The study examined the previously
well-characterized baseline plasma samples collected from 153 patients who had
all been exposed to at least 1 protease inhibitor and at least 2 NRTIs, and who
participated in the GART study (a prospective study of the utility of genotypic
antiretroviral resistance testing in patients failing therapy). The specimens
were provided to a single lab for blinded re-analysis using the VGI integrated
TruGene DNA sequencing system. The amino acid sequence differences (as compared
to a standard sequence) were compared with the original genotyping results.
Discrepancies in amino acid mutations were investigated by comparing the DNA
sequence chromatographs generated by the 2 methods.

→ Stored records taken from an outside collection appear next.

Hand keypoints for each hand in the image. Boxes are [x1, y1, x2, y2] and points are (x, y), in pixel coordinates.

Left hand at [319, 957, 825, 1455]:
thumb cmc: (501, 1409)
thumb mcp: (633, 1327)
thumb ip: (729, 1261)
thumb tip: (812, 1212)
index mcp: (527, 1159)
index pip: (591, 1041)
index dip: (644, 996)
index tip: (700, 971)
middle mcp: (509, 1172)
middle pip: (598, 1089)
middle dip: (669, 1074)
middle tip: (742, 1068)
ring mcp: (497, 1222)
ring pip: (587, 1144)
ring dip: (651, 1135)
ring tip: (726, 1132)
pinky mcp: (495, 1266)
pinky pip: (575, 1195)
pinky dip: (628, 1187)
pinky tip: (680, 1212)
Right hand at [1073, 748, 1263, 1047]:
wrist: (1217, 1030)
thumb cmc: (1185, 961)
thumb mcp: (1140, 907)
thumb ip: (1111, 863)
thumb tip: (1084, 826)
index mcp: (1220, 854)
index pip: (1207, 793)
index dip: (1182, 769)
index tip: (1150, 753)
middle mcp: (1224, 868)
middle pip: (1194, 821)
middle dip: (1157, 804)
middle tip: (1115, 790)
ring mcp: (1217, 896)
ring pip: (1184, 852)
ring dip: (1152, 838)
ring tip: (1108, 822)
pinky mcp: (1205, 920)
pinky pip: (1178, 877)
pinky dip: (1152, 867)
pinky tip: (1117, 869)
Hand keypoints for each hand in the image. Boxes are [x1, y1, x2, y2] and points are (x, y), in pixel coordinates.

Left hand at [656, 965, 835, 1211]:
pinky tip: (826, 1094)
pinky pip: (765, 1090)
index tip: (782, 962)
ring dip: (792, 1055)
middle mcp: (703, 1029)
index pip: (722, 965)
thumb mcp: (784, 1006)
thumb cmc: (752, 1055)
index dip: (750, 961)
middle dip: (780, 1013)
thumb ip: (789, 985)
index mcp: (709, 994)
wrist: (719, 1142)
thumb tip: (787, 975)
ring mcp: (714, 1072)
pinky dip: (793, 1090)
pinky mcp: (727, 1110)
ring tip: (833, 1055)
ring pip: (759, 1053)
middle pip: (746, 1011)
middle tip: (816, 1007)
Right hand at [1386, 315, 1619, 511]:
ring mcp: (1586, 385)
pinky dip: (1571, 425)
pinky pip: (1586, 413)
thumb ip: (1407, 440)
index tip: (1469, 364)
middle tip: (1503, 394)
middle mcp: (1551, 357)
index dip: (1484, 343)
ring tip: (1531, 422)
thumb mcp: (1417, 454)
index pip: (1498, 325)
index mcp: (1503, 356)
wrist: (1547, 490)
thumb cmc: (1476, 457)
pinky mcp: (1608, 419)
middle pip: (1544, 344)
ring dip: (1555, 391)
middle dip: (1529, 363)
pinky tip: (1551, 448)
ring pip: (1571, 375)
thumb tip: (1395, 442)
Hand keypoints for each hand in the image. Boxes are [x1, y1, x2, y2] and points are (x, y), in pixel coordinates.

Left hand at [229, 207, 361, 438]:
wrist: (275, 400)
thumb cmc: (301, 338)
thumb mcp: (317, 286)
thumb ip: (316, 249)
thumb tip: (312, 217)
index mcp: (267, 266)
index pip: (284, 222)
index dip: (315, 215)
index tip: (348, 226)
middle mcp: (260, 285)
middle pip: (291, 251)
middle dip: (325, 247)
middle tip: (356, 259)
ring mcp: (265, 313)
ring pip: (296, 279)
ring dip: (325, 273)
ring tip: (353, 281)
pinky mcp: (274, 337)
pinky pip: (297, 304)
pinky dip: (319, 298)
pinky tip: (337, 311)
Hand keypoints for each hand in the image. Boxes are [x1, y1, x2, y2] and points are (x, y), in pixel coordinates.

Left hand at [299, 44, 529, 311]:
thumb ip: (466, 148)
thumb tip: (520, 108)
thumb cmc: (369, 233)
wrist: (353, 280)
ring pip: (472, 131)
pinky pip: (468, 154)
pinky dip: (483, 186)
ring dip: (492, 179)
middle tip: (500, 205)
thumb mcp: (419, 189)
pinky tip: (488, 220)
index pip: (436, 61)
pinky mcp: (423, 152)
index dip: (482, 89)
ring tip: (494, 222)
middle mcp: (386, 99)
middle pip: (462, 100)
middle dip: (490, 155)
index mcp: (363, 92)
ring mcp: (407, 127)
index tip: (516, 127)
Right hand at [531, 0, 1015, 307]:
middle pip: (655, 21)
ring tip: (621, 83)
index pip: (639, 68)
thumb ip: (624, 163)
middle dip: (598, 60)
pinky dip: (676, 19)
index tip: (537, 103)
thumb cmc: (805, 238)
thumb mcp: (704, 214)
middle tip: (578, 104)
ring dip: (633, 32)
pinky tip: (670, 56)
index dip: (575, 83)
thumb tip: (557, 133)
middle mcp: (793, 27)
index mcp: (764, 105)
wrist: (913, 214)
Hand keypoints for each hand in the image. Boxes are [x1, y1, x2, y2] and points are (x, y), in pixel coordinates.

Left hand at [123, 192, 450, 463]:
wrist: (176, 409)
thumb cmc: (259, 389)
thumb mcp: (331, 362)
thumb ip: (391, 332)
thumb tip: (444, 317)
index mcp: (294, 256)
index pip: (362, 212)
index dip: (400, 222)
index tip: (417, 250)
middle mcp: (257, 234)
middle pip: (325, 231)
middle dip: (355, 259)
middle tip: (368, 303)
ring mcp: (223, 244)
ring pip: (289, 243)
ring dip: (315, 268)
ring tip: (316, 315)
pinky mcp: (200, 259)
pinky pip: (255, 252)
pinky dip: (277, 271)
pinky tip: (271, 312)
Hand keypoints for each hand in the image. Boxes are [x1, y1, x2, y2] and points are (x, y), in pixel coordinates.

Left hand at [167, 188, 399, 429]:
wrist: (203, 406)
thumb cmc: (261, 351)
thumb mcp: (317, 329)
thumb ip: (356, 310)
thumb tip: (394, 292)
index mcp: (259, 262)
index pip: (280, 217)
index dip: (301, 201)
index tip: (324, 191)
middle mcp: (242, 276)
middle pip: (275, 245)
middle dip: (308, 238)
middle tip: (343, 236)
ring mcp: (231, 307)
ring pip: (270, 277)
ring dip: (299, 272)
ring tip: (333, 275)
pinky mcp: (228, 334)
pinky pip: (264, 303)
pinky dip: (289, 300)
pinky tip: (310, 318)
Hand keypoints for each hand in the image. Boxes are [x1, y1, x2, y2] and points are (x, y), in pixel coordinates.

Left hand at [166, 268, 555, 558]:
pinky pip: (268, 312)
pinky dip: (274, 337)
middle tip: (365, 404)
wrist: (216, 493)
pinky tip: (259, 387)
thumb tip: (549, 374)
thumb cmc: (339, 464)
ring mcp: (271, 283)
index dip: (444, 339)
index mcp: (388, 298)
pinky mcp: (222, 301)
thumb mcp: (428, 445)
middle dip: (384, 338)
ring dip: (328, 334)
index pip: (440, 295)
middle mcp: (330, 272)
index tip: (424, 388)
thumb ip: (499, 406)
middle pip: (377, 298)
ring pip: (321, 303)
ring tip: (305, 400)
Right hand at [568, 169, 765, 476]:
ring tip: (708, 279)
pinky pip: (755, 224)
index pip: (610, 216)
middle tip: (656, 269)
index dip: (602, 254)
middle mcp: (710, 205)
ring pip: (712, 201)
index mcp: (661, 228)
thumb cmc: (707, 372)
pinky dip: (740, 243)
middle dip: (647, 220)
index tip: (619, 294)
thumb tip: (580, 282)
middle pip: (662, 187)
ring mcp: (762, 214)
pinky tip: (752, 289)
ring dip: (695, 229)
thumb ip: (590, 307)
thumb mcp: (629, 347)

Hoover reported that the comparison revealed that
there was general agreement between the methodologies for the major protease
resistance mutations (30N 99%, 46I 91%, 46L 92.2%, 48V 100%, 82A 93.5%, 82F
100%, 82T 98.7%, 84V 99.3%, and 90M 91.5%).Similarly, Hoover reported there was
agreement for the major nucleoside RT resistance mutations (65R 99.3%, 69D 100%,
74V 99.3%, 151M 99.3%, 184V 97.4%, 215F 96.1%, and 215Y 90.8%). Preliminary
analysis of the DNA sequence chromatographs of over 50% of the genotypes with
discrepancies revealed that only 17.9% (5/28) of the discrepancies are due to
clear differences in the DNA sequence generated by the two methods. The
remainder of the discrepancies are attributed to reporting errors (39.3%),
differences in VGI versus GART rules for calling mixtures of nucleotides
(10.7%); a VGI mixture is described when software indicates a mixed base on one
DNA strand; a GART mixture is described when software indicates a mixed base on
both DNA strands) and detection of second base in mixtures of nucleotides
(32.1%).
The authors concluded that overall, the 2 methods
provide similar drug resistance genotypes.
A
comparative analysis of Virco Antivirogram and Virologic PhenoSense phenotypic
assays for drug susceptibility of HIV-1
These two phenotypic resistance tests are commercially available either through LabCorp, the companies themselves or possibly other labs. The drug susceptibilities of the recombinant viruses are measured by different strategies. Both tests report IC50 values for each drug and fold differences of these values relative to a reference wild-type (WT) virus. Fold differences >2.5 and >4.0 are considered evidence of decreased susceptibility for PhenoSense and Antivirogram, respectively. The level of correlation between the results of these two tests are not known. Shoukat Qari from the CDC reported on this study comparing both tests by analyzing 50 coded plasma samples: 20 from drug naÔve newly infected persons and 30 samples from source patients of occupational exposures to HIV-1, of which 16 were from drug-experienced patients. Results of susceptibility to 12-15 drugs were available from both tests on 38 samples. These results included 246 determinations for nucleoside RT inhibitors (NRTIs), 111 for NNRTIs, and 172 for protease inhibitors (PI). There were 488 (92.2%) concordant results, comprising 459 (94%) sensitive results and 29 (6%) with decreased susceptibility. Of the 41 (7.8%) discordant results reported to have decreased susceptibility by either test (26 Virco, 15 Virologic), no known primary resistance related mutations were reported in 40. The discordant results comprised 14 (5.6%) for NRTI, 16 (14.4%) for NNRTI, and 11 (6.3%) for PI. Of the 41 results, 26 (63.4%) (10 by Virco and 16 by Virologic) had fold difference values close to the cut-offs (4.1 - 5.3 fold for Virco, and 2.52 - 3.7 fold for Virologic). There was discussion at the Workshop that low level NNRTI resistance (<10 fold) may not be significant particularly if a person were NNRTI naÔve. The remaining 15 discordant results were present in 9 samples and included 5 results by Virco (5.9 - 9.5 fold) and 10 results by Virologic (4.6 - 18.5 fold). The authors concluded that despite the use of different testing strategies in both tests, the data in this study indicate a good correlation between results from the 2 tests.